Whenever a piece legislation in the constitution needs to be amended let it be by the voice of the people not a one man call because this only gives room enough to create tension and avenues contention.
ROPE NUMBER 2
In July 2005, members of parliament when asked to offer a rope they overwhelmingly gave their ropes to the man by lifting presidential term limits of the 1995 Constitution, paving the way for President Yoweri Museveni’s campaign to seek reelection in 2006 general elections.
The parliament voted by a 220 to 53 margin with two abstentions to give final approval to a constitutional amendment scrapping the two-term limit for the country’s highest office. According to the 1995 Constitution, any elected president has only a maximum of two terms in office.
We have lost the important piece in our constitution like the deleting the presidential terms limits that is the day we lost accountability of the only arm of government that is supposed to check the executive in all matters of governance. Uganda is better without a parliament because these men and women have degenerated to nothing when it comes to putting country first.

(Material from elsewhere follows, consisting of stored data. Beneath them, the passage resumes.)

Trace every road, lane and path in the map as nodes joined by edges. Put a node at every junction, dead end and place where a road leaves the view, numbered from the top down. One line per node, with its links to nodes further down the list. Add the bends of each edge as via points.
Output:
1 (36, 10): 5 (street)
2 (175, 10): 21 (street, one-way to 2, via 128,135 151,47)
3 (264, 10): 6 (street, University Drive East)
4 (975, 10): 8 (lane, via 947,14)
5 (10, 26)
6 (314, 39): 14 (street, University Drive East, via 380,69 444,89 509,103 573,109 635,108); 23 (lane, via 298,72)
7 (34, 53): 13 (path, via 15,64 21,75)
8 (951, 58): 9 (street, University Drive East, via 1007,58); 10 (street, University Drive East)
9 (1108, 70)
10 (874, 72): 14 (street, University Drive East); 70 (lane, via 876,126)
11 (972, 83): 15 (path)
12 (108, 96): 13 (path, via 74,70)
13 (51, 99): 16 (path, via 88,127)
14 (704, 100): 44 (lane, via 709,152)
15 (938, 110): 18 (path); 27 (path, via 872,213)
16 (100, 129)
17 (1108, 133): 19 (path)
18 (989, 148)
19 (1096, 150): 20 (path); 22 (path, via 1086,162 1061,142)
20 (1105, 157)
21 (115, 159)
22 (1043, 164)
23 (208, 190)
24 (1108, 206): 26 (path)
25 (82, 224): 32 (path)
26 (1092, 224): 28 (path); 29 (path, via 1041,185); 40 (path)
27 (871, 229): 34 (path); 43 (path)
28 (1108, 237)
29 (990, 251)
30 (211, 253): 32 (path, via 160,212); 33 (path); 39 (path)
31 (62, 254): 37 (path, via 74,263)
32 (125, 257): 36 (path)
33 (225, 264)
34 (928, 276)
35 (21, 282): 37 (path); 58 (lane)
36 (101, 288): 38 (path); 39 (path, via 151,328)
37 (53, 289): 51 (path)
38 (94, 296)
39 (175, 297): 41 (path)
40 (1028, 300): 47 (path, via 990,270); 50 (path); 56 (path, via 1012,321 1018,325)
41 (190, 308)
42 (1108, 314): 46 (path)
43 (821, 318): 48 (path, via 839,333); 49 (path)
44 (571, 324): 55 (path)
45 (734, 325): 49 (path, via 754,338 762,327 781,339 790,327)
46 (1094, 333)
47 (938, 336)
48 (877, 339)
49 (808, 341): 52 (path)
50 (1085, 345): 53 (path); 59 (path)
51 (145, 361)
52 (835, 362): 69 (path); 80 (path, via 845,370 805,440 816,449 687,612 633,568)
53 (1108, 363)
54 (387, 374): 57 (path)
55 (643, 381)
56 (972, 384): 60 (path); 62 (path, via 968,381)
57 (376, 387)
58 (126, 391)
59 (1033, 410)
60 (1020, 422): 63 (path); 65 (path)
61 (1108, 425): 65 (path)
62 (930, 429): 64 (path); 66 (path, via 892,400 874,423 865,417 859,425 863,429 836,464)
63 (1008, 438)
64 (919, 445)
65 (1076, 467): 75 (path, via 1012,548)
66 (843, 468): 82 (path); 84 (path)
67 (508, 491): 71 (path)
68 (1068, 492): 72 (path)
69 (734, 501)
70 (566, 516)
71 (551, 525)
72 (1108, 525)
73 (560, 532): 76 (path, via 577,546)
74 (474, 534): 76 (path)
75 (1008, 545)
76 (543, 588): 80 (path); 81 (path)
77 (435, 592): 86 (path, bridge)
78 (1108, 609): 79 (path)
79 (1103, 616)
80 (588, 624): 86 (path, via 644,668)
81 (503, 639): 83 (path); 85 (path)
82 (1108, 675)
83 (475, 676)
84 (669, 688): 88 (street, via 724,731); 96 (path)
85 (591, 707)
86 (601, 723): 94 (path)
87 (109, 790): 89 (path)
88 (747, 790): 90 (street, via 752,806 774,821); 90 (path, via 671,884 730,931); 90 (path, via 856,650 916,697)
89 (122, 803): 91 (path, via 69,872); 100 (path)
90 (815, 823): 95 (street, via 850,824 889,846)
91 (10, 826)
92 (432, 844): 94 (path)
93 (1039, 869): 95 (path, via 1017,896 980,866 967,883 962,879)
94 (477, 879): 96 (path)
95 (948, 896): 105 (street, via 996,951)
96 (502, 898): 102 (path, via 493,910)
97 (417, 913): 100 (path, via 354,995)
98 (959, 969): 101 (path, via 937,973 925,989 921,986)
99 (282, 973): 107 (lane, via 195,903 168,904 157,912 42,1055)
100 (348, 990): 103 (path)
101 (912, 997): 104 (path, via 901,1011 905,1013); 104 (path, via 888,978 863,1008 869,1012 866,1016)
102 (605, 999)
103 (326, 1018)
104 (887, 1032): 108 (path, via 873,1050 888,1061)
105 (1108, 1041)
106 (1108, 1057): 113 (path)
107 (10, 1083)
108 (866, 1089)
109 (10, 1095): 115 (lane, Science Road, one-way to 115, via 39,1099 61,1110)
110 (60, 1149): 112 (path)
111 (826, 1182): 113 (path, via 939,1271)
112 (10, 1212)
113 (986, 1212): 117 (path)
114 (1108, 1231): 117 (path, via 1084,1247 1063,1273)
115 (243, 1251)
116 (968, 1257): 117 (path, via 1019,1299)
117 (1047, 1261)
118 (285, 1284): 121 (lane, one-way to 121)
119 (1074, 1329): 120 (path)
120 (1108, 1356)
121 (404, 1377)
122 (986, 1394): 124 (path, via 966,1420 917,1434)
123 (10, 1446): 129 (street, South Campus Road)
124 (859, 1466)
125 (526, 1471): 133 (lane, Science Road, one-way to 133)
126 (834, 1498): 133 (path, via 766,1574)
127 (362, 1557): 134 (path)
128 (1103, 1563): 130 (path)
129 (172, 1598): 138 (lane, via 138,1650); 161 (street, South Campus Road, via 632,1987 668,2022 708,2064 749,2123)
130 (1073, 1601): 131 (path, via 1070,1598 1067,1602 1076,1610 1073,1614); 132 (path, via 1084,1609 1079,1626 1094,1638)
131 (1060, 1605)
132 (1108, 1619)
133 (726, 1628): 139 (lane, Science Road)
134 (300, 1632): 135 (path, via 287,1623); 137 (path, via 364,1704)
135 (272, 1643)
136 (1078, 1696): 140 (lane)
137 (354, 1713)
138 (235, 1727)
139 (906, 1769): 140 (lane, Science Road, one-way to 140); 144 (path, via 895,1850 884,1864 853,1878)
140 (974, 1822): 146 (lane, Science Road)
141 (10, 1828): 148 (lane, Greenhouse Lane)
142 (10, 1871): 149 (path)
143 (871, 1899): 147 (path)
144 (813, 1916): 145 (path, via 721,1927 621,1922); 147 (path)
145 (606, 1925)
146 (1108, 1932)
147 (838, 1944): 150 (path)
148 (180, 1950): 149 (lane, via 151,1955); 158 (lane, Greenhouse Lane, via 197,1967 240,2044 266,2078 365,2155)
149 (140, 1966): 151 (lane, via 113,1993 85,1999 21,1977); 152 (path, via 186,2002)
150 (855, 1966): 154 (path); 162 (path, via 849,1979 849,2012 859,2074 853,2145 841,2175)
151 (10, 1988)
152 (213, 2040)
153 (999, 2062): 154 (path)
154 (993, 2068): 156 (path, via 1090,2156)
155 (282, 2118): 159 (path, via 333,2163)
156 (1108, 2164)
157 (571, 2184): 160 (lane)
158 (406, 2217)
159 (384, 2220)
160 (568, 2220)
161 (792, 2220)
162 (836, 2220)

In 2005, they were given 5 million shillings to delete a fundamental piece of legislation. What were these legislators thinking where they sober when they voted for the removal of the presidential term limits? That piece of legislation was cardinal in our constitution because it provides accountability for the seating president to the citizens of the Uganda.
ROPE NUMBER 3
Removal of the right to bail.
If the automatic right to bail is removed, it will affect several other rights, such as freedom of movement, the right to life (in its broadest sense), freedom of speech and many others. It will also run against both the spirit and the letter of the Constitution, which reminds us to “recall our history” of tyranny and dictatorship in order not to repeat it.
The National Objectives and Directive Principles of State Policy enshrines binding democratic principles on the State. Article 3 of the 1995 Constitution also prevents any unlawful amendment to the Constitution which has the effect of suspending, overthrowing, or abrogating the Constitution.
In effect, the imposition of further restrictions on the rights to speak, associate and demonstrate will amount to an unlawful amendment because it will overthrow the very foundation on which the 1995 Constitution was built. While recognizing that all rights can be restricted, the extent of the restriction cannot be over-broad.
A mandatory six-month sentence without bail or trial for just demonstration represents the reintroduction of detention without trial, thereby violating Article 43(2)(b), while the focus on ‘economic crimes’ recalls the days of the Anti-Smuggling Unit, which wreaked havoc on ordinary Ugandans.
But most importantly, the proposed amendments would offend two other cardinal principals in the 1995 Constitution. The first is that of independence of the Judiciary, which gives the Judiciary the power to determine whether the conditions of bail are adequate or not; it is not the Executive to do so.
The second principle is contained in Article 126(3), which stipulates that all organs and agencies of the State shall “… accord to the courts such assistance as may be required to ensure the effectiveness of the courts.”
Introducing the amendments proposed would undermine that assistance. In sum, what the proposed amendments would do is to effectively overturn the Constitution.
Honourable members of parliament are you ready to give out the third rope and a fourth one on Gen. Aronda Nyakirima?